[Date Prev][Date Next][Thread Prev][Thread Next][Date Index][Thread Index]
Re: [Qemu-devel] [RFC PATCH v3 3/3] VFIO Type1 IOMMU change: to support
From: |
Tian, Kevin |
Subject: |
Re: [Qemu-devel] [RFC PATCH v3 3/3] VFIO Type1 IOMMU change: to support with iommu and without iommu |
Date: |
Thu, 12 May 2016 08:00:36 +0000 |
> From: Alex Williamson [mailto:address@hidden
> Sent: Thursday, May 12, 2016 6:06 AM
>
> On Wed, 11 May 2016 17:15:15 +0800
> Jike Song <address@hidden> wrote:
>
> > On 05/11/2016 12:02 AM, Neo Jia wrote:
> > > On Tue, May 10, 2016 at 03:52:27PM +0800, Jike Song wrote:
> > >> On 05/05/2016 05:27 PM, Tian, Kevin wrote:
> > >>>> From: Song, Jike
> > >>>>
> > >>>> IIUC, an api-only domain is a VFIO domain *without* underlying IOMMU
> > >>>> hardware. It just, as you said in another mail, "rather than
> > >>>> programming them into an IOMMU for a device, it simply stores the
> > >>>> translations for use by later requests".
> > >>>>
> > >>>> That imposes a constraint on gfx driver: hardware IOMMU must be
> > >>>> disabled.
> > >>>> Otherwise, if IOMMU is present, the gfx driver eventually programs
> > >>>> the hardware IOMMU with IOVA returned by pci_map_page or dma_map_page;
> > >>>> Meanwhile, the IOMMU backend for vgpu only maintains GPA <-> HPA
> > >>>> translations without any knowledge about hardware IOMMU, how is the
> > >>>> device model supposed to do to get an IOVA for a given GPA (thereby HPA
> > >>>> by the IOMMU backend here)?
> > >>>>
> > >>>> If things go as guessed above, as vfio_pin_pages() indicates, it
> > >>>> pin & translate vaddr to PFN, then it will be very difficult for the
> > >>>> device model to figure out:
> > >>>>
> > >>>> 1, for a given GPA, how to avoid calling dma_map_page multiple
> > >>>> times?
> > >>>> 2, for which page to call dma_unmap_page?
> > >>>>
> > >>>> --
> > >>>
> > >>> We have to support both w/ iommu and w/o iommu case, since
> > >>> that fact is out of GPU driver control. A simple way is to use
> > >>> dma_map_page which internally will cope with w/ and w/o iommu
> > >>> case gracefully, i.e. return HPA w/o iommu and IOVA w/ iommu.

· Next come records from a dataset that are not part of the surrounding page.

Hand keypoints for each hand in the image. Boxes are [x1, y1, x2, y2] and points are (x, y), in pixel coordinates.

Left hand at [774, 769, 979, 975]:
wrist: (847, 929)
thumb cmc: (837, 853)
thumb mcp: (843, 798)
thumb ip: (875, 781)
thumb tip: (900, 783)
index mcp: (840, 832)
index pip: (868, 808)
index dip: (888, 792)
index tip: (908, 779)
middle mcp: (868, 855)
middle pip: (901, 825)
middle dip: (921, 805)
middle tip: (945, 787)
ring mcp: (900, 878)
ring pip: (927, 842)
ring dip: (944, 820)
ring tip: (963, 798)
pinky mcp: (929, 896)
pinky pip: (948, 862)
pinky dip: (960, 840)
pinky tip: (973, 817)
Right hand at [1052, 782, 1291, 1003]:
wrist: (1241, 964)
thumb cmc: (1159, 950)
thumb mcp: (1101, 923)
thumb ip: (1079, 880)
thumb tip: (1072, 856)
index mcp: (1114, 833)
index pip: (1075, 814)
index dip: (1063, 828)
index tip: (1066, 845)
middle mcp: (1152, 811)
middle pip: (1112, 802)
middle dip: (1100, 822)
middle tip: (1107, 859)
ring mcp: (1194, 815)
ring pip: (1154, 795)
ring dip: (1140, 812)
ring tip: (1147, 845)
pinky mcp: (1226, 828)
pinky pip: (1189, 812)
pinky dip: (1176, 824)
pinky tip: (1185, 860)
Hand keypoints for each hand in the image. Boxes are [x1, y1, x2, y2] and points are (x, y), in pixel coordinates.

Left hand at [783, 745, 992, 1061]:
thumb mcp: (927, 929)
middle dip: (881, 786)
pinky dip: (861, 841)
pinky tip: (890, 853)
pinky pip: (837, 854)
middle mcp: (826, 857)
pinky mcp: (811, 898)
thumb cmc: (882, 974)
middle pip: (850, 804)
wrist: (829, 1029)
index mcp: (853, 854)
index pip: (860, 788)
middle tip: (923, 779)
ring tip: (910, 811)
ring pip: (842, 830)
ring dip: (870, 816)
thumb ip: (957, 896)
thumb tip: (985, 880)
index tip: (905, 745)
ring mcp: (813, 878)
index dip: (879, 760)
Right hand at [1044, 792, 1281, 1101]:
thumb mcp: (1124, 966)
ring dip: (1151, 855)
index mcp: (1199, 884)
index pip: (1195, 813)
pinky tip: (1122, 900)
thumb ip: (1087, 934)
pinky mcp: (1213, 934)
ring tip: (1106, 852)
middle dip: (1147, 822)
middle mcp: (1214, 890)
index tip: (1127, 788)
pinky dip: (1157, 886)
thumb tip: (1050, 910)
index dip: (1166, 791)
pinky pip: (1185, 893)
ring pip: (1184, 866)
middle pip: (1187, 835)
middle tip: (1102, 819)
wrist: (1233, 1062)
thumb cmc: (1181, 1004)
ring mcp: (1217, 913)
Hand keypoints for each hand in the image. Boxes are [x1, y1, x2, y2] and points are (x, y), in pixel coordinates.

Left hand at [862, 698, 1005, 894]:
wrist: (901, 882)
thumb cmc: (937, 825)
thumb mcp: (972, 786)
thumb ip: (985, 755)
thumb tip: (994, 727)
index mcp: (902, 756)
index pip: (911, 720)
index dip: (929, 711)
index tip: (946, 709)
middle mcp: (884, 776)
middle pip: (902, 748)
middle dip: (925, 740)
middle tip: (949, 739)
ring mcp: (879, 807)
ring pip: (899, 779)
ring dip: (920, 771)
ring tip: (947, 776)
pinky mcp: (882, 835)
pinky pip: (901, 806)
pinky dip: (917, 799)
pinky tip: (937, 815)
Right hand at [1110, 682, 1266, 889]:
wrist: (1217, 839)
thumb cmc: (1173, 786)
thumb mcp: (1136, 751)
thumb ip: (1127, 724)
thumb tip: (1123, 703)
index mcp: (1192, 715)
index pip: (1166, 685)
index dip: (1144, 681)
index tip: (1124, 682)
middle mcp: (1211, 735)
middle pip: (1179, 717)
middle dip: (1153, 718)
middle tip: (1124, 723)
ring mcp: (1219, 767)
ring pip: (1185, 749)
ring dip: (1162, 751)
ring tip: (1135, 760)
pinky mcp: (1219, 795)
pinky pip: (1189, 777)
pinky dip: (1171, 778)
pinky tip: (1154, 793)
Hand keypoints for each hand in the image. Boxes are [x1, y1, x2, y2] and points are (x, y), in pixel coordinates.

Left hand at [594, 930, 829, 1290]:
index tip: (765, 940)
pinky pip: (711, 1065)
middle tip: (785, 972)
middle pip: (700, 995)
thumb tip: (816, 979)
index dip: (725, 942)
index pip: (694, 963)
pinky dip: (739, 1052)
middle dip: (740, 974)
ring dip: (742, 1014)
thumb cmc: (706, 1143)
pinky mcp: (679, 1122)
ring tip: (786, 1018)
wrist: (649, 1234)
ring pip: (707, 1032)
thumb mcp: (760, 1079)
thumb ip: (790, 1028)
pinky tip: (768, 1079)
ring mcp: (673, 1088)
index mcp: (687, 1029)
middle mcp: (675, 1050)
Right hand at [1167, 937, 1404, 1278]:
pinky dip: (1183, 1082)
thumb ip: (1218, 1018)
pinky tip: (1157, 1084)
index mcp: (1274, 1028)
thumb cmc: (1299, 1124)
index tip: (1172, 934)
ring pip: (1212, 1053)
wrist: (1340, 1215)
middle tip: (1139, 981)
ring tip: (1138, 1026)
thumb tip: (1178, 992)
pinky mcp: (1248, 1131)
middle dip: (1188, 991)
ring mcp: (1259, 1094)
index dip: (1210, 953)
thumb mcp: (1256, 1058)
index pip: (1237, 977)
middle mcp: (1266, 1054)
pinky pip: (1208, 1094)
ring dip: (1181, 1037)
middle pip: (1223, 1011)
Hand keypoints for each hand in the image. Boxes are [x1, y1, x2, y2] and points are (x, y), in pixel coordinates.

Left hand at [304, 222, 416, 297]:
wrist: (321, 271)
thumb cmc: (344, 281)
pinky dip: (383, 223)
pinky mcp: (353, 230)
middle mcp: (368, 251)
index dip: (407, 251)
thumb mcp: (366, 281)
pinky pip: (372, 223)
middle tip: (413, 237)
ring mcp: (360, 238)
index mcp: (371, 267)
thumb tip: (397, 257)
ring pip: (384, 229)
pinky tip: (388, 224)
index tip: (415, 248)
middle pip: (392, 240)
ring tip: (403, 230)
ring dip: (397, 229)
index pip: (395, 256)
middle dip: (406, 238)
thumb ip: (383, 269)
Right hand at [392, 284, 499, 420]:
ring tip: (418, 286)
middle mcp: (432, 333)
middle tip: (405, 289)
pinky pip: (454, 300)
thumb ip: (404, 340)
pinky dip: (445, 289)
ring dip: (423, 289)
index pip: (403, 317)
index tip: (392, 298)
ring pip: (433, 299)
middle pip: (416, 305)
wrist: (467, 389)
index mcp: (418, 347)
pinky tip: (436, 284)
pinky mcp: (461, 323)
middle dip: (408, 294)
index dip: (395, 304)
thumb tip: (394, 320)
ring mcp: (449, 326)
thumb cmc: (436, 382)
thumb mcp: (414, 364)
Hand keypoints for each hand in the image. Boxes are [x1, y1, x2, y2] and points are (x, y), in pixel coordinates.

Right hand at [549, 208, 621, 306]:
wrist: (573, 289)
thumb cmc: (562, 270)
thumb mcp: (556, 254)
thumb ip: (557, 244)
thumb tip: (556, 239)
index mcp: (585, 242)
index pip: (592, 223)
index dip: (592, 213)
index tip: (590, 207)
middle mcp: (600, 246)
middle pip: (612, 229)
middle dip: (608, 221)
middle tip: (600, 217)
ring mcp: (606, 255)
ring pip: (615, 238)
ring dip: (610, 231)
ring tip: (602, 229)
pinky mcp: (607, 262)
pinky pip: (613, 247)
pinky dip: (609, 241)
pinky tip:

> > >>> Then in this file we only need to cache GPA to whatever dmadr_t
> > >>> returned by dma_map_page.
> > >>>
> > >>
> > >> Hi Alex, Kirti and Neo, any thought on the IOMMU compatibility here?
> > >
> > > Hi Jike,
> > >
> > > With mediated passthru, you still can use hardware iommu, but more
> > > important
> > > that part is actually orthogonal to what we are discussing here as we
> > > will only
> > > cache the mapping between <gfn (iova if guest has iommu), (qemu) va>,
> > > once we
> > > have pinned pages later with the help of above info, you can map it into
> > > the
> > > proper iommu domain if the system has configured so.
> > >
> >
> > Hi Neo,
> >
> > Technically yes you can map a pfn into the proper IOMMU domain elsewhere,
> > but to find out whether a pfn was previously mapped or not, you have to
> > track it with another rbtree-alike data structure (the IOMMU driver simply
> > doesn't bother with tracking), that seems somehow duplicate with the vGPU
> > IOMMU backend we are discussing here.
> >
> > And it is also semantically correct for an IOMMU backend to handle both w/
> > and w/o an IOMMU hardware? :)
>
> A problem with the iommu doing the dma_map_page() though is for what
> device does it do this? In the mediated case the vfio infrastructure
> is dealing with a software representation of a device. For all we
> know that software model could transparently migrate from one physical
> GPU to another. There may not even be a physical device backing
> the mediated device. Those are details left to the vgpu driver itself.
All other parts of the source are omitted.